Known methods for obtaining a purified nucleic acid sample suitable to be amplified, by, for example, a polymerase chain reaction (PCR) are usually carried out manually and involve a number of steps and in particular a plurality of pipetting operations. Since contamination of the purified sample to be obtained has to be reduced as far as possible, the manual process has to be carried out with great care and is therefore a time consuming task. Known apparatus for automatically carrying out pipetting operations in analyzer systems have been found inadequate for methods aiming to obtain purified nucleic acid samples suitable to be amplified, such as by a polymerase chain reaction (PCR), because contamination of the sample is likely to occur during pipetting operations.
Amplification reactions allow the detection of minute amounts of nucleic acids. When amplifications are carried out according to the PCR principle (e.g. U.S. Pat. No. 4,683,195), the samples must be prepared in a particularly careful manner in order to isolate the nucleic acids as there are many biological substances which may interfere with the function of the polymerase used in this method. Due to the extremely high sensitivity of this method, it is also necessary that carry-over be avoided in this procedure under all circumstances.

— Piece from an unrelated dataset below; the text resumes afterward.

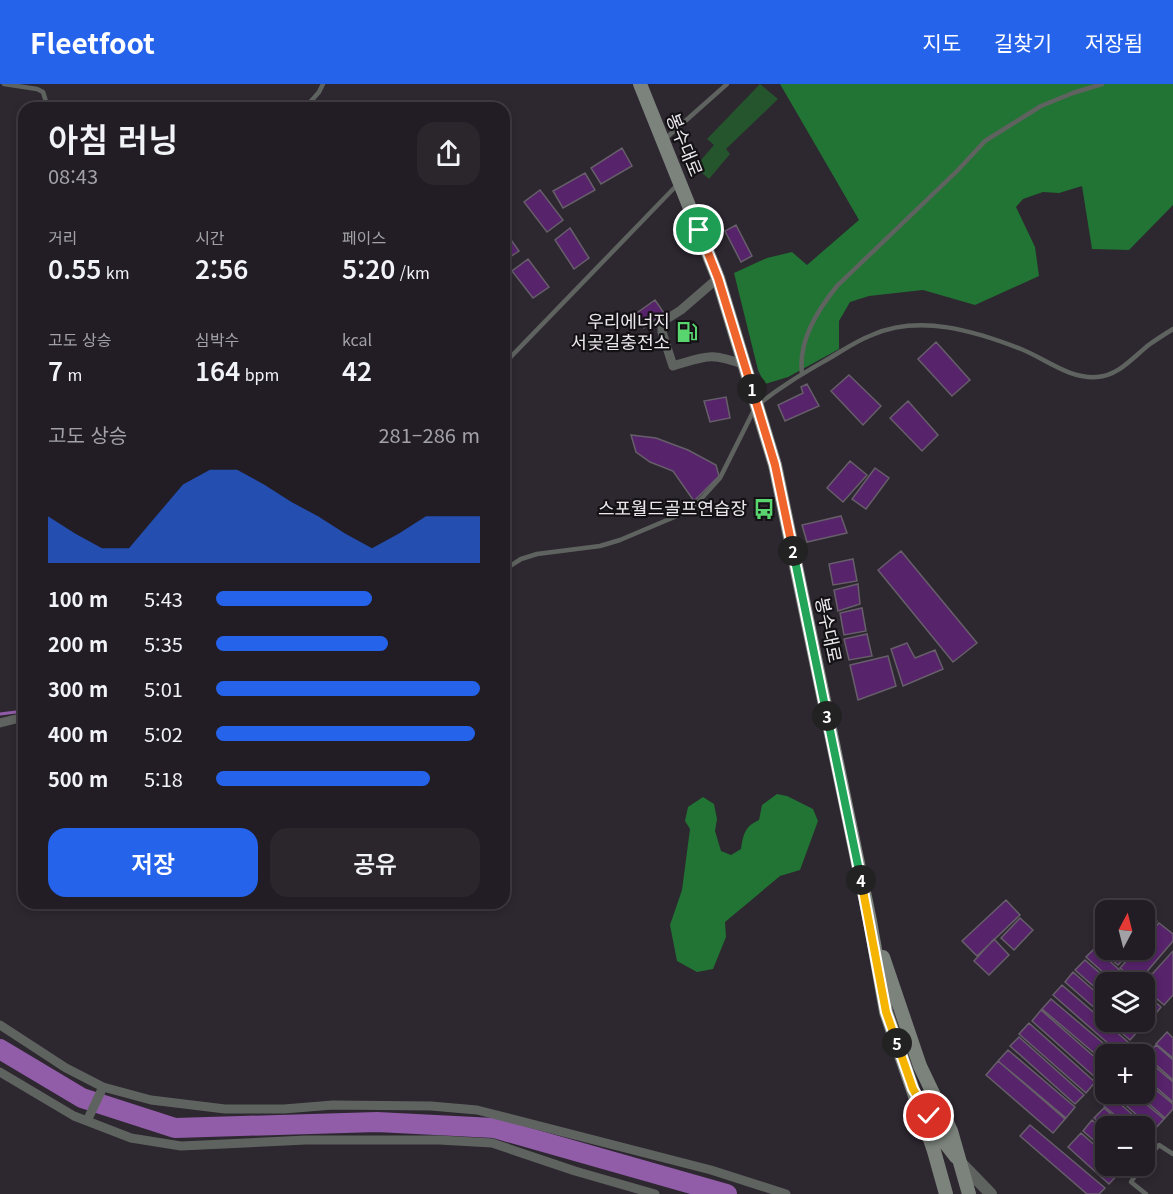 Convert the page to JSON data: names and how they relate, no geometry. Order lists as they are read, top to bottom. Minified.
{"streets":{"main road":["봉수대로"]},"places":{"fuel station":["우리에너지 서곶길충전소"],"bus stop":["스포월드골프연습장"]},"north":"top","page":{"header":"Fleetfoot","nav":["지도","길찾기","저장됨"],"heading":["아침 러닝","08:43"],"stats":[["거리","0.55 km"],["시간","2:56"],["페이스","5:20 /km"],["고도 상승","7 m"],["심박수","164 bpm"],["kcal","42"]],"pins":["1","2","3","4","5"],"chart":["고도 상승","281–286 m"],"list":[{"name":"100 m","note":"5:43"},{"name":"200 m","note":"5:35"},{"name":"300 m","note":"5:01"},{"name":"400 m","note":"5:02"},{"name":"500 m","note":"5:18"}],"buttons":["저장","공유"],"map_buttons":["+","−"]}} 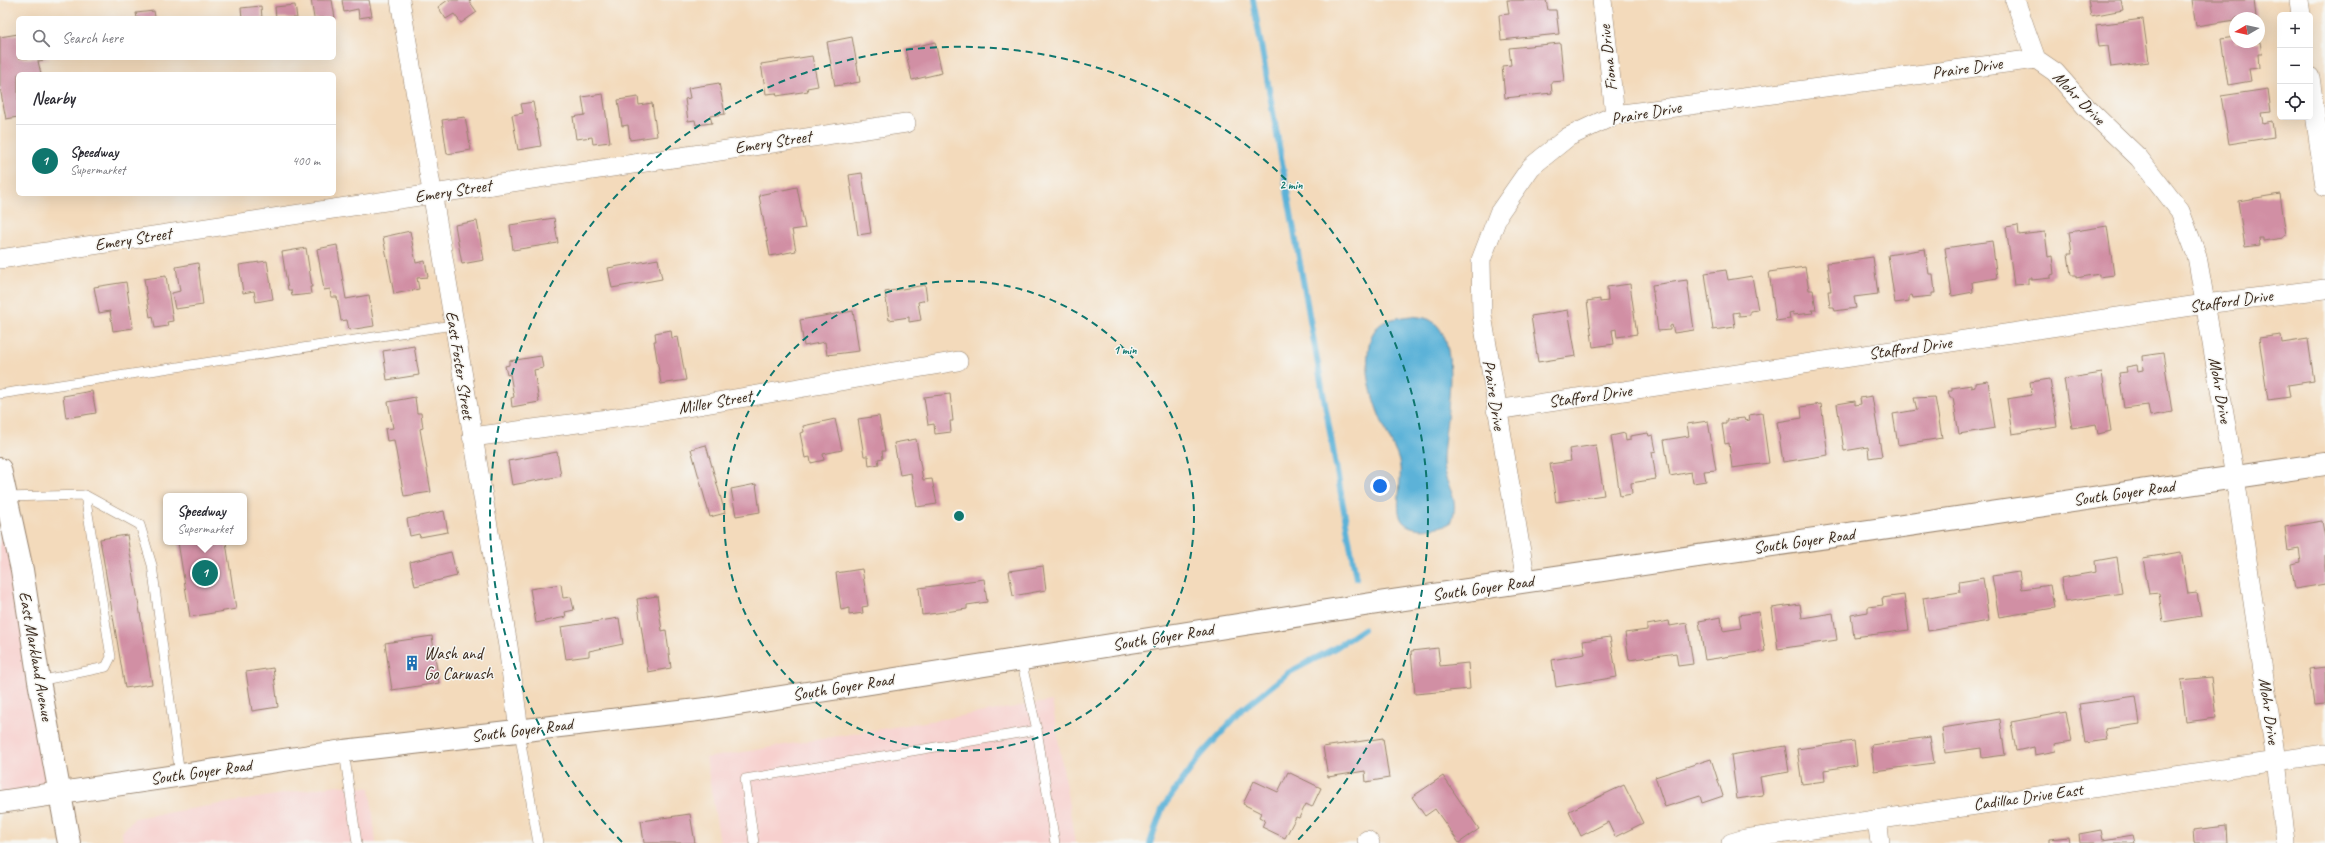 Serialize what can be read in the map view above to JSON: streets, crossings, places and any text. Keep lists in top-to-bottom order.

It is well known that the PCR is carried out in a multi-well plastic plate which contains a standard number of wells, i.e., 96 or 384. The small volumes of the wells are generally in the range 30 and 100 millimicroliters, a volume range for water based solutions where even a short exposure to non-equilibrium water vapor air and/or substantial turbulence causing gas volume exchange above the liquid in the wells results in substantial volume and/or non-water component damage as a result of turbulence, condensation and/or evaporation effects. This applies in particular if frequent changing of the temperature of the solutions between high and low temperatures is required, as occurs in the case of the PCR, wherein individual nucleic acid strands are susceptible to undesirable fragmentation, concentration or dilution. The high degree of sensitivity of these tests translates into a high degree of required care with the super-liquid surface gas above the sample surface in the well.
It is clear that the well liquid must have a cover with a gas tight seal. The prior art solves this problem in many ways. The problem with these prior art seals for a multi-well plate is that the seals are either joined in a continuous sheet such that the removal and reapplication after thermal cycling causes condensate to cling to the inside seal surface so that substantial amounts of the sample liquid are dried quickly or drop into other wells or the seals are individual plugs which are removed via single removal or require a special interface to remove or replace the plugs. There is clearly a need for a continuous sheet of well seals that eliminates liquid loss and contamination as experienced in the prior art.
The invention comprises a wide range of pierceable and memory-recloseable septa cover for multi-well plates for PCR or other small sample well processes, where such seals are joined into an easily applied or removed sheet or otherwise joined means. A reaction chamber well comprises a liquid level portion at the bottom that contains the various levels of reaction liquid, a super-liquid portion comprising the gas volumes above the reaction liquid. In one form of the invention embodiments, the cover comprises a gas tight seal between the cover and the side of the well substantially above the liquid level, thereby forming the super-liquid space. The disturbance, pressure change and/or gas exchange in this small gas space results in a rather dramatic potential change in reaction or mixing results. The invention cover reduces each of these to a minimum not attainable in the prior art.
The invention cover in one embodiment comprises a concave or hollow cylindrical (i.e., convex or flat as to the super-liquid space) user side that is slightly pressed on an outer surface against the side of the rigid well inner walls. At the bottom of the concavity or hollow cylindrical portion is a beveled or rounded impression having along its lowest impression trace a minimum thickness defining the pierceable septum, pierceable by the standard pipette tip. A most critical aspect of the invention is the presence of the impression whereby the septum opening and closing within the super-liquid space comprises a minimum disturbance into that space.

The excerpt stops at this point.